[[ Data to use, beginning ]]

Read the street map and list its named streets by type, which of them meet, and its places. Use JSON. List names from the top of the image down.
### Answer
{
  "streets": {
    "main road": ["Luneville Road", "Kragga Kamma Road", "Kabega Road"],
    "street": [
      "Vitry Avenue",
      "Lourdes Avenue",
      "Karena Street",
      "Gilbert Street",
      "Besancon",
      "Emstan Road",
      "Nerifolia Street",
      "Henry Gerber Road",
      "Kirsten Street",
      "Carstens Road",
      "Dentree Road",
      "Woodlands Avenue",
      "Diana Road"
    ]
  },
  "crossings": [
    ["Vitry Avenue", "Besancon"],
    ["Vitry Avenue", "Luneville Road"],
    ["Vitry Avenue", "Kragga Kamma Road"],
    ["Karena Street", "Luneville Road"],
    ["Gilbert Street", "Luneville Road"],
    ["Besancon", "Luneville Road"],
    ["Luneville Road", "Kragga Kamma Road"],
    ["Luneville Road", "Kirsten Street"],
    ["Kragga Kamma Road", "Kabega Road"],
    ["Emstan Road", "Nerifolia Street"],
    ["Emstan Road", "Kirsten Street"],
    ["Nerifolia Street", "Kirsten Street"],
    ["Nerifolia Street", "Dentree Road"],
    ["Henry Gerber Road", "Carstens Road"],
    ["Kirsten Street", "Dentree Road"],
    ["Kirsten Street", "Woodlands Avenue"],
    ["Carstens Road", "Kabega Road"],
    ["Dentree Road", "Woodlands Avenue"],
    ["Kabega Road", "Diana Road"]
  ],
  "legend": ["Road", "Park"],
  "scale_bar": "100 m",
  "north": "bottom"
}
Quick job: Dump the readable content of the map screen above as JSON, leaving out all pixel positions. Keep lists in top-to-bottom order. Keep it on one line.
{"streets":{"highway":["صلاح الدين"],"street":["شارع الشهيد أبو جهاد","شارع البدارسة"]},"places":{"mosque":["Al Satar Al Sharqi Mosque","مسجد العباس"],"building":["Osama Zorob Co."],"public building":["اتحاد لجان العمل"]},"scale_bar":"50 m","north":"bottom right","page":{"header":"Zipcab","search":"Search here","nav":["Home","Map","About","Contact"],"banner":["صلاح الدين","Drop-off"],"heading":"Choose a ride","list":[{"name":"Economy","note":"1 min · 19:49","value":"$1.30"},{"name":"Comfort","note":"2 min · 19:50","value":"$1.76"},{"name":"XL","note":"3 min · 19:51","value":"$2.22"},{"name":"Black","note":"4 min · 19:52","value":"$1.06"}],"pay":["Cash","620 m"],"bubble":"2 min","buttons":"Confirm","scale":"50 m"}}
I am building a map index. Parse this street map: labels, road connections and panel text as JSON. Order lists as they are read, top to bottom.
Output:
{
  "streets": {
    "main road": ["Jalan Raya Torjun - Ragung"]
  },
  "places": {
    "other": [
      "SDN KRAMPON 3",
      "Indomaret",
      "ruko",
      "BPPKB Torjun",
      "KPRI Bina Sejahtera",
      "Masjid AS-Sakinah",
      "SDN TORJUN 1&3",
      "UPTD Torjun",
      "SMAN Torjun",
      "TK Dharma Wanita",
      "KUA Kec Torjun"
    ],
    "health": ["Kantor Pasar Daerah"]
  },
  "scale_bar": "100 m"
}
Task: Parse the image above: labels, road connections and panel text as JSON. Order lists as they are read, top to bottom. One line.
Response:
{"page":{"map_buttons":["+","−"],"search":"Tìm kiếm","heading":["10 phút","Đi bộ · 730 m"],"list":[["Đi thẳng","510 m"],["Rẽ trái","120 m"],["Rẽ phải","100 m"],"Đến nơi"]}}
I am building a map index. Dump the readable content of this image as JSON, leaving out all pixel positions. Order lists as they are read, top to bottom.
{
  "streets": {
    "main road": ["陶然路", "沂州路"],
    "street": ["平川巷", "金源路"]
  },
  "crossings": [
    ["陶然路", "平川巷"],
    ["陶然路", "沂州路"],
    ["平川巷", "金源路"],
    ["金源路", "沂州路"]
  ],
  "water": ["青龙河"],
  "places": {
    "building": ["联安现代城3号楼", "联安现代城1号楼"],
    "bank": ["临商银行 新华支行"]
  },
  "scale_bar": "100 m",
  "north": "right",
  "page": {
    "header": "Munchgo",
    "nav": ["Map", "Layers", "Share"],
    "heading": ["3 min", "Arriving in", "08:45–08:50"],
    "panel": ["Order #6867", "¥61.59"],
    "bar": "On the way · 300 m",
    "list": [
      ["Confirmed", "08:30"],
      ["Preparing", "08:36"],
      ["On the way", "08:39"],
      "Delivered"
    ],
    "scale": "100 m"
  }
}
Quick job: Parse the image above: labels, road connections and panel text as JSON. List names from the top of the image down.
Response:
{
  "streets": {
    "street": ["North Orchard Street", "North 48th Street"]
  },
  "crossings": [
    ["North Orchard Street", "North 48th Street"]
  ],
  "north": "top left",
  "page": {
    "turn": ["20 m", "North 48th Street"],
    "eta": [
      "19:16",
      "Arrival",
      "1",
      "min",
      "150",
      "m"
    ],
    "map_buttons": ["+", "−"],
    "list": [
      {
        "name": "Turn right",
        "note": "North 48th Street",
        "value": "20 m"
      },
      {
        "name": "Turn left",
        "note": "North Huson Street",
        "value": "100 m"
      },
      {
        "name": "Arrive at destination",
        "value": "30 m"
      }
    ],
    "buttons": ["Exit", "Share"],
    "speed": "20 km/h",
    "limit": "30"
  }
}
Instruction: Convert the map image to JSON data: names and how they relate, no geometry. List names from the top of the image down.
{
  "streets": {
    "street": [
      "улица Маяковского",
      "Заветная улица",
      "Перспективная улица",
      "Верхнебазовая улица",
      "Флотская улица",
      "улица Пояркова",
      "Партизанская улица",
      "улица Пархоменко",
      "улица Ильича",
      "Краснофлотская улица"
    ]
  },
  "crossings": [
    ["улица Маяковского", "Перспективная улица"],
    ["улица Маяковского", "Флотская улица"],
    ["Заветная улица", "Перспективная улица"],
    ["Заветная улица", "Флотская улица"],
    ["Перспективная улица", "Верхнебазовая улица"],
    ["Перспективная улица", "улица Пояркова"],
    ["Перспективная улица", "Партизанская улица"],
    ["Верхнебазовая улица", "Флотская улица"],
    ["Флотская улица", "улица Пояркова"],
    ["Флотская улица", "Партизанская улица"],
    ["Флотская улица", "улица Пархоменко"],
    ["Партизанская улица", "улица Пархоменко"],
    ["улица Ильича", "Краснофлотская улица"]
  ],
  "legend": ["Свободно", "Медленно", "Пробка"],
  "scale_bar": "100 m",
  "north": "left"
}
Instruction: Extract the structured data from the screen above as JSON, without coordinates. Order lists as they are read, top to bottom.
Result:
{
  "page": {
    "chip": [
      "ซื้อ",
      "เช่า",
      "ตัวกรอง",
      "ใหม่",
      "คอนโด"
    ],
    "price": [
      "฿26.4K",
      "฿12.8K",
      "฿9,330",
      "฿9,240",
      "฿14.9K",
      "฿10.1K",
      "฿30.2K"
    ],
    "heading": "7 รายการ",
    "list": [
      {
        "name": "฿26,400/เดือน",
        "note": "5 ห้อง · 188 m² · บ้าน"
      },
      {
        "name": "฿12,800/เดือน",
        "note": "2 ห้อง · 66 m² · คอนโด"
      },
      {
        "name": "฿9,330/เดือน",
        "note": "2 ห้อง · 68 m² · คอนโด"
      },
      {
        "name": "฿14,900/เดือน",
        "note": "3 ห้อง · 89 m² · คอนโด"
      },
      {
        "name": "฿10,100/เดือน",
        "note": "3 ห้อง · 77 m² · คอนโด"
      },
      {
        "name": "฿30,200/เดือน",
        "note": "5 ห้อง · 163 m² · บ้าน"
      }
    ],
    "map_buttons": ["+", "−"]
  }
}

[[ Data to use, end ]]

### Exercise objective
Each line carrying the string "connections" should be copied out from the entries.

### Response below
I am building a map index. Parse this street map: labels, road connections and panel text as JSON. Order lists as they are read, top to bottom.
Task: Parse the image above: labels, road connections and panel text as JSON. Order lists as they are read, top to bottom. One line.
Quick job: Parse the image above: labels, road connections and panel text as JSON. List names from the top of the image down.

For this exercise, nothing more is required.